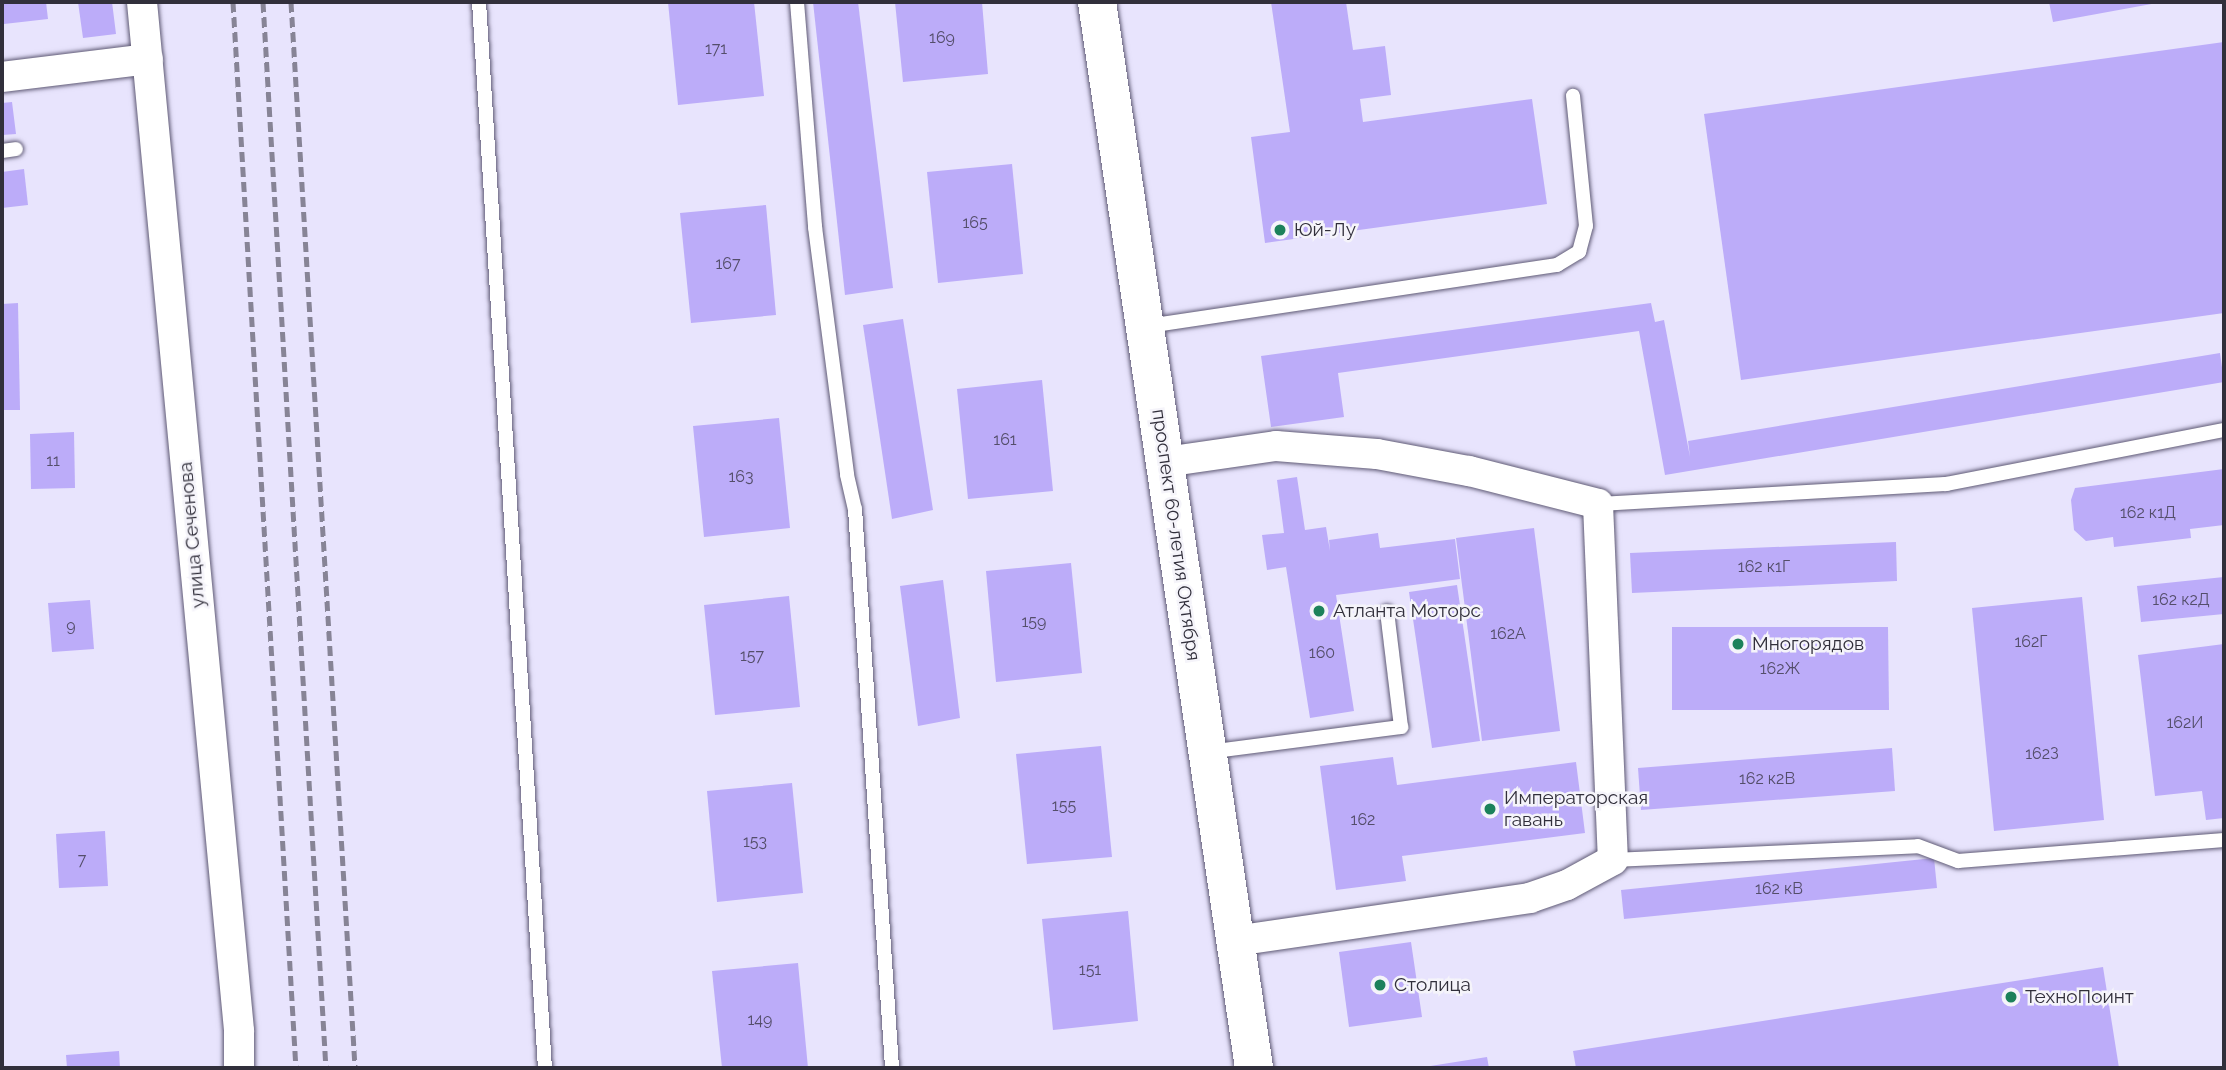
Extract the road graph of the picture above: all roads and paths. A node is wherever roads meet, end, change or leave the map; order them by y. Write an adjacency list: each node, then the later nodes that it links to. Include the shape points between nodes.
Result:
1 (142, 2): 5 (street, улица Сеченова)
2 (479, 2): 18 (lane)
3 (797, 2): 19 (lane, via 815,227 855,509)
4 (1097, 2): 8 (highway, проспект 60-летия Октября)
5 (148, 59): 6 (street); 17 (street, улица Сеченова, via 238,1017)
6 (2, 78)
7 (1573, 96): 8 (lane, via 1586,226 1579,252 1557,265)
8 (1145, 327): 10 (highway, проспект 60-летия Октября)
9 (2224, 430): 11 (lane, via 1945,484)
10 (1165, 462): 11 (street, via 1276,446 1377,454 1469,471); 13 (highway, проспект 60-летия Октября)
11 (1598, 504): 15 (street)
12 (1387, 612): 13 (lane, via 1401,727)
13 (1208, 752): 16 (highway, проспект 60-летия Октября)
14 (2224, 840): 15 (lane, via 1958,861 1918,846)
15 (1613, 860): 16 (street, via 1567,885 1530,898)
16 (1235, 941): 20 (highway, проспект 60-летия Октября)
17 (239, 1068)
18 (545, 1068)
19 (892, 1068)
20 (1254, 1068)

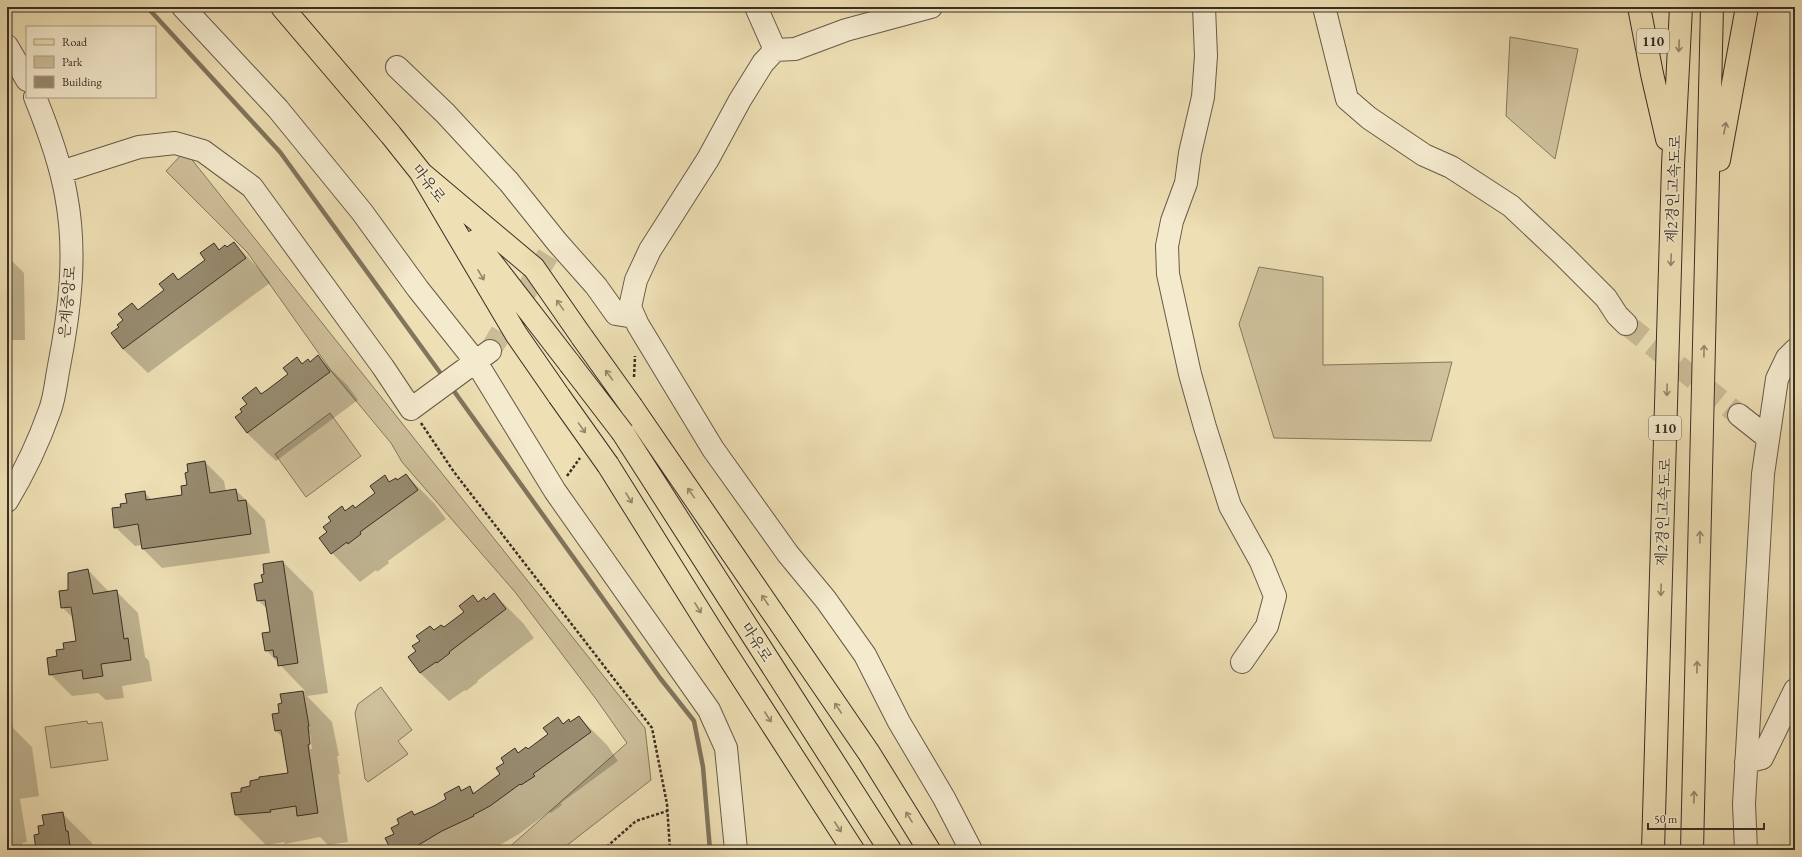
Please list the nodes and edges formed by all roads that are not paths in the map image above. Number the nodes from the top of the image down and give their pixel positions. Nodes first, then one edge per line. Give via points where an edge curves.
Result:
1 (183, 7) edge
2 (282, 7) edge
3 (756, 7) edge
4 (931, 7) edge
5 (1204, 7) edge
6 (1324, 7) edge
7 (1639, 7) edge
8 (1654, 7) edge
9 (1680, 7) edge
10 (1712, 7) edge
11 (1747, 7) edge
12 (7, 46) edge
13 (775, 50) junction
14 (398, 66) dead end
15 (1652, 74) junction
16 (26, 78) edge
17 (35, 98) edge
18 (1673, 166) junction
19 (61, 172) junction
20 (421, 173) junction
21 (1707, 222) junction
22 (634, 317) junction
23 (1626, 324) tunnel mouth
24 (1795, 350) edge
25 (479, 359) junction
26 (1739, 415) tunnel mouth
27 (1768, 438) junction
28 (7, 501) edge
29 (1242, 662) dead end
30 (1795, 690) edge
31 (1746, 762) junction
32 (736, 850) edge
33 (853, 850) edge
34 (890, 850) edge
35 (929, 850) edge
36 (971, 850) edge
37 (1653, 850) edge
38 (1692, 850) edge
39 (1746, 850) edge

1 - 25 street via 278,108 362,212 418,289
2 - 20 main road, 마유로 via 392,135
3 - 13 street
4 - 13 street via 846,30 795,49
5 - 29 street via 1206,56 1203,97 1186,183 1172,221 1167,246 1168,274 1190,374 1230,506 1261,562 1275,596 1267,626
6 - 23 street via 1347,99 1369,118 1424,155 1451,167 1511,206 1606,298
7 - 15 main road
8 - 15 main road, 110
9 -> 18 main road, 제2경인고속도로 / 110
10 - 21 main road, 110
21 -> 11 main road
12 - 16 street
13 - 22 street via 763,63 704,165 650,250 636,280 630,307
14 - 22 street via 509,182 552,248 596,286 616,314
15 - 18 main road
17 - 19 street, 은계중앙로 via 48,128
18 -> 37 main road, 제2경인고속도로 / 110
19 - 25 street via 139,147 175,143 203,151 252,187 383,367 417,405
19 - 28 street, 은계중앙로 via 70,226 71,287 65,336 50,410
20 -> 33 main road, bridge via 516,334 608,464
20 - 34 main road, 마유로, bridge via 623,433
35 -> 20 main road, bridge via 869,753 534,268
38 -> 21 main road, 110
22 - 36 street via 713,449 865,655 899,722
24 - 27 street via 1787,358 1777,378
25 - 32 street via 555,491 709,710 726,748
26 - 27 street
27 - 31 street via 1763,474
30 - 31 street via 1762,758
31 - 39 street

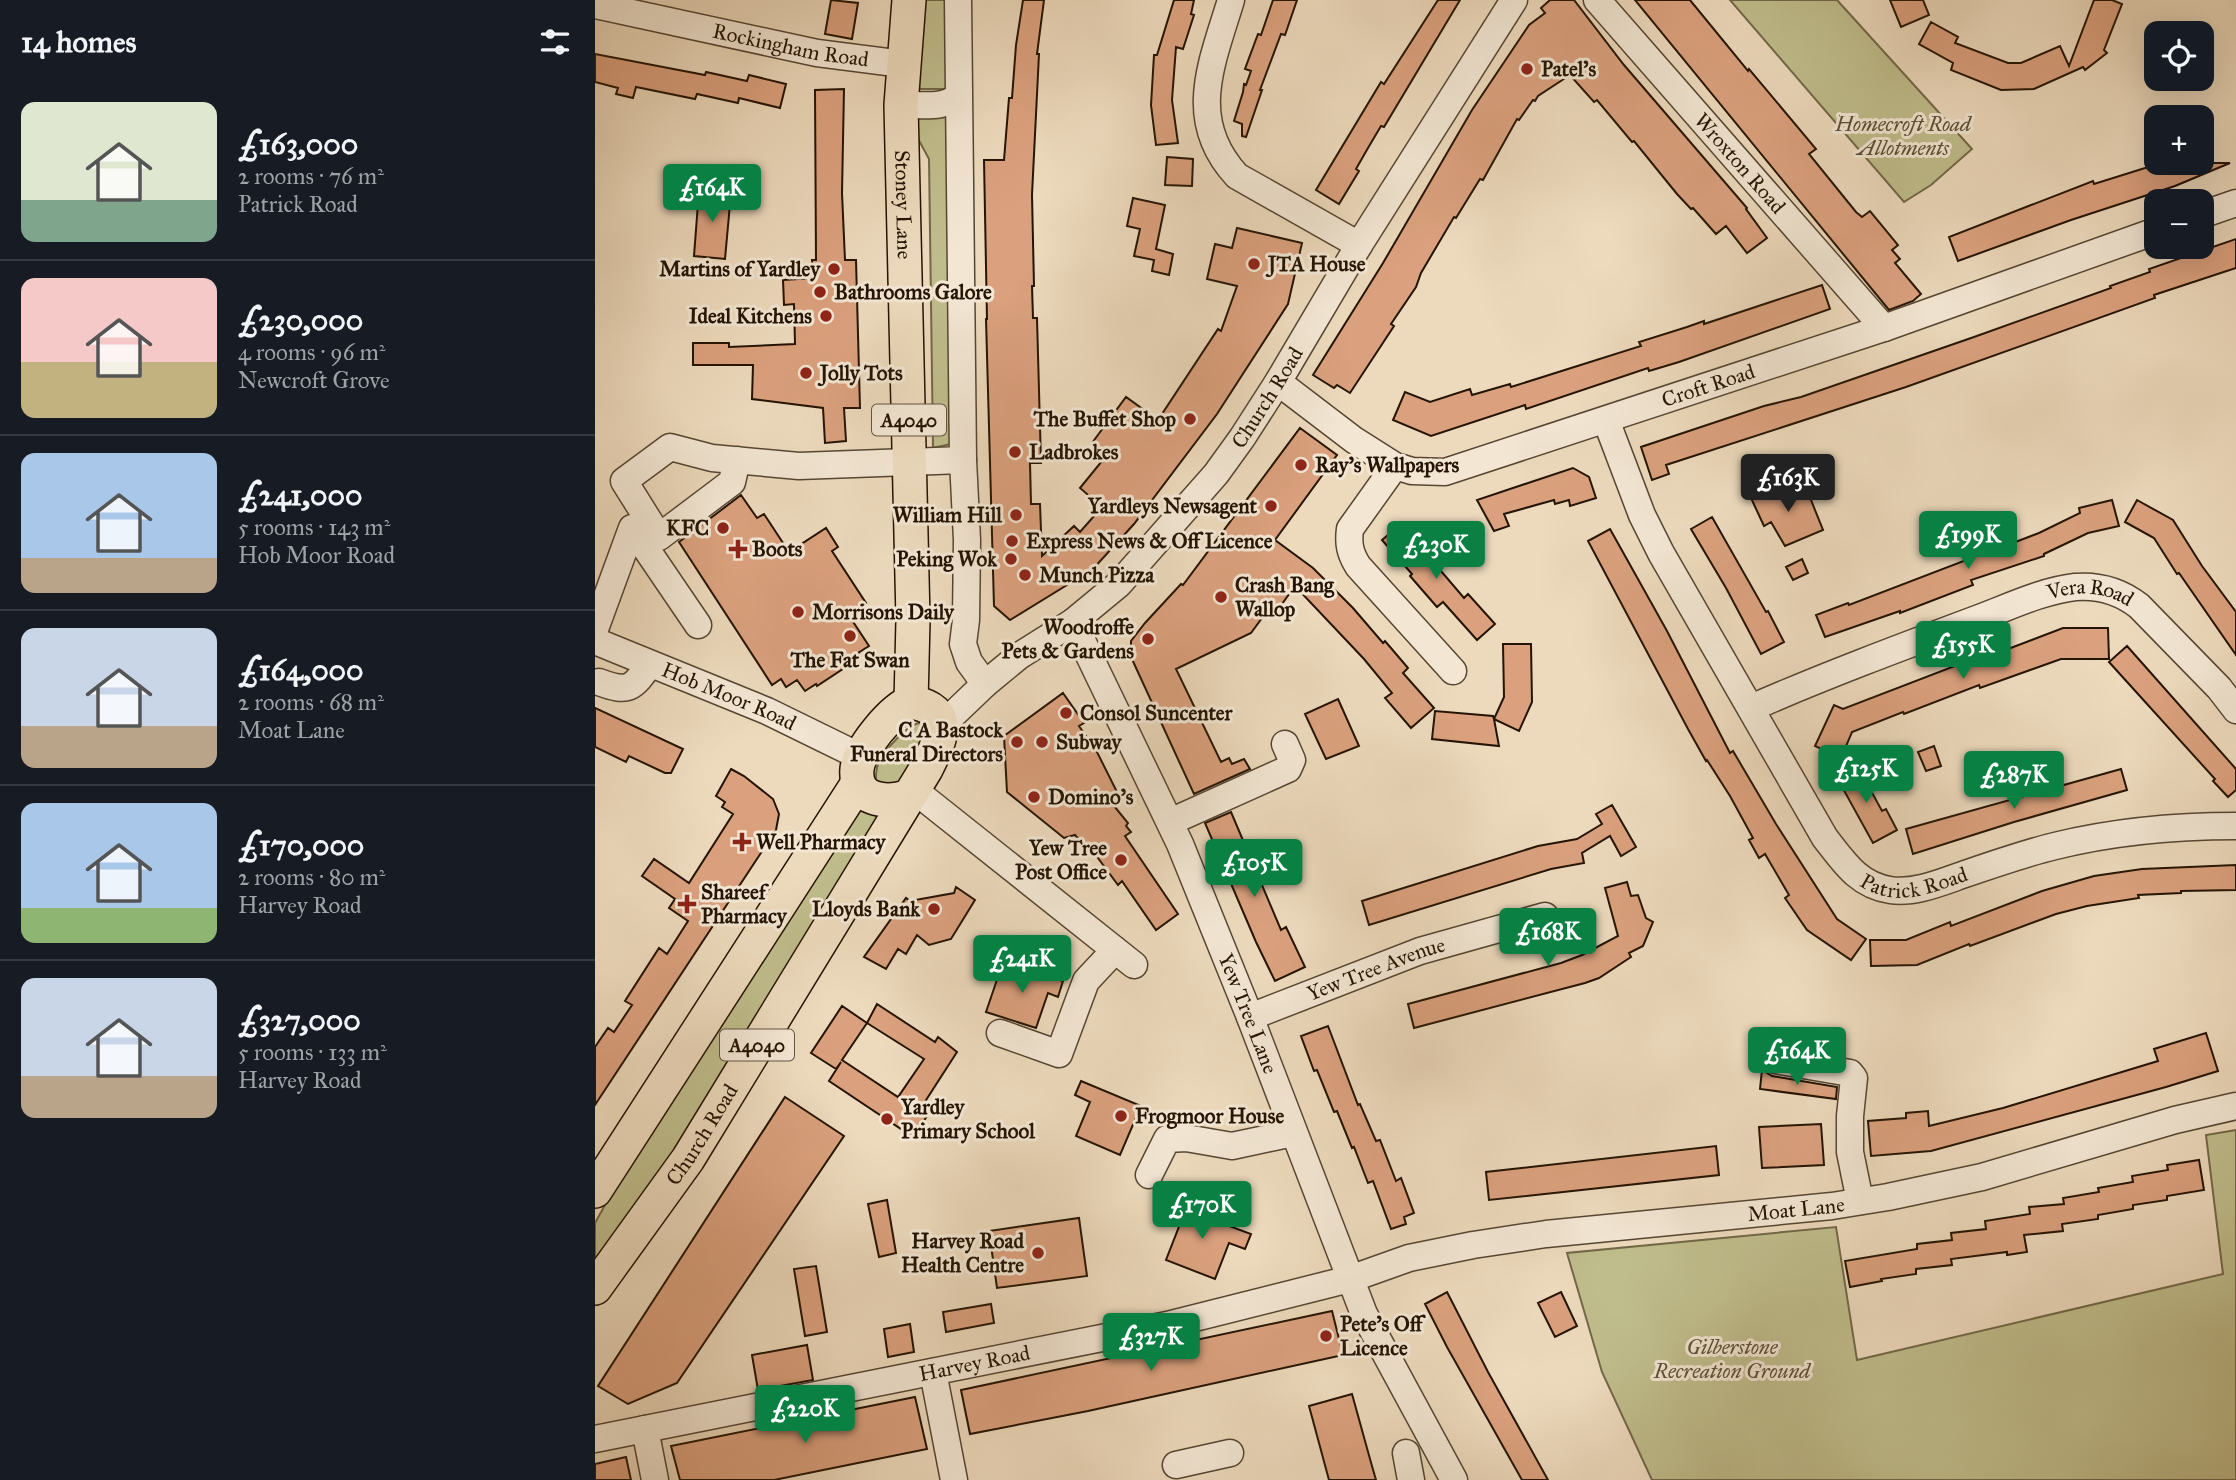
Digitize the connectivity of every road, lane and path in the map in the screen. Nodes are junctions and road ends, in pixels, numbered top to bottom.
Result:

### Task description
Copy all records exactly; omit images.

### Output for this exercise
Extract the road graph of the picture above: all roads and paths. A node is wherever roads meet, end, change or leave the map; order them by y. Write an adjacency list: each node, then the later nodes that it links to. Include the shape points between nodes.
Result:
1 (142, 2): 5 (street, улица Сеченова)
2 (479, 2): 18 (lane)
3 (797, 2): 19 (lane, via 815,227 855,509)
4 (1097, 2): 8 (highway, проспект 60-летия Октября)
5 (148, 59): 6 (street); 17 (street, улица Сеченова, via 238,1017)
6 (2, 78)
7 (1573, 96): 8 (lane, via 1586,226 1579,252 1557,265)
8 (1145, 327): 10 (highway, проспект 60-летия Октября)
9 (2224, 430): 11 (lane, via 1945,484)
10 (1165, 462): 11 (street, via 1276,446 1377,454 1469,471); 13 (highway, проспект 60-летия Октября)
11 (1598, 504): 15 (street)
12 (1387, 612): 13 (lane, via 1401,727)
13 (1208, 752): 16 (highway, проспект 60-летия Октября)
14 (2224, 840): 15 (lane, via 1958,861 1918,846)
15 (1613, 860): 16 (street, via 1567,885 1530,898)
16 (1235, 941): 20 (highway, проспект 60-летия Октября)
17 (239, 1068)
18 (545, 1068)
19 (892, 1068)
20 (1254, 1068)

Please list the nodes and edges formed by all roads that are not paths in the map image above. Number the nodes from the top of the image down and give their pixel positions. Nodes first, then one edge per line. Give via points where an edge curves.
Result:
1 (183, 7) edge
2 (282, 7) edge
3 (756, 7) edge
4 (931, 7) edge
5 (1204, 7) edge
6 (1324, 7) edge
7 (1639, 7) edge
8 (1654, 7) edge
9 (1680, 7) edge
10 (1712, 7) edge
11 (1747, 7) edge
12 (7, 46) edge
13 (775, 50) junction
14 (398, 66) dead end
15 (1652, 74) junction
16 (26, 78) edge
17 (35, 98) edge
18 (1673, 166) junction
19 (61, 172) junction
20 (421, 173) junction
21 (1707, 222) junction
22 (634, 317) junction
23 (1626, 324) tunnel mouth
24 (1795, 350) edge
25 (479, 359) junction
26 (1739, 415) tunnel mouth
27 (1768, 438) junction
28 (7, 501) edge
29 (1242, 662) dead end
30 (1795, 690) edge
31 (1746, 762) junction
32 (736, 850) edge
33 (853, 850) edge
34 (890, 850) edge
35 (929, 850) edge
36 (971, 850) edge
37 (1653, 850) edge
38 (1692, 850) edge
39 (1746, 850) edge

1 - 25 street via 278,108 362,212 418,289
2 - 20 main road, 마유로 via 392,135
3 - 13 street
4 - 13 street via 846,30 795,49
5 - 29 street via 1206,56 1203,97 1186,183 1172,221 1167,246 1168,274 1190,374 1230,506 1261,562 1275,596 1267,626
6 - 23 street via 1347,99 1369,118 1424,155 1451,167 1511,206 1606,298
7 - 15 main road
8 - 15 main road, 110
9 -> 18 main road, 제2경인고속도로 / 110
10 - 21 main road, 110
21 -> 11 main road
12 - 16 street
13 - 22 street via 763,63 704,165 650,250 636,280 630,307
14 - 22 street via 509,182 552,248 596,286 616,314
15 - 18 main road
17 - 19 street, 은계중앙로 via 48,128
18 -> 37 main road, 제2경인고속도로 / 110
19 - 25 street via 139,147 175,143 203,151 252,187 383,367 417,405
19 - 28 street, 은계중앙로 via 70,226 71,287 65,336 50,410
20 -> 33 main road, bridge via 516,334 608,464
20 - 34 main road, 마유로, bridge via 623,433
35 -> 20 main road, bridge via 869,753 534,268
38 -> 21 main road, 110
22 - 36 street via 713,449 865,655 899,722
24 - 27 street via 1787,358 1777,378
25 - 32 street via 555,491 709,710 726,748
26 - 27 street
27 - 31 street via 1763,474
30 - 31 street via 1762,758
31 - 39 street

Digitize the connectivity of every road, lane and path in the map in the screen. Nodes are junctions and road ends, in pixels, numbered top to bottom.
Result:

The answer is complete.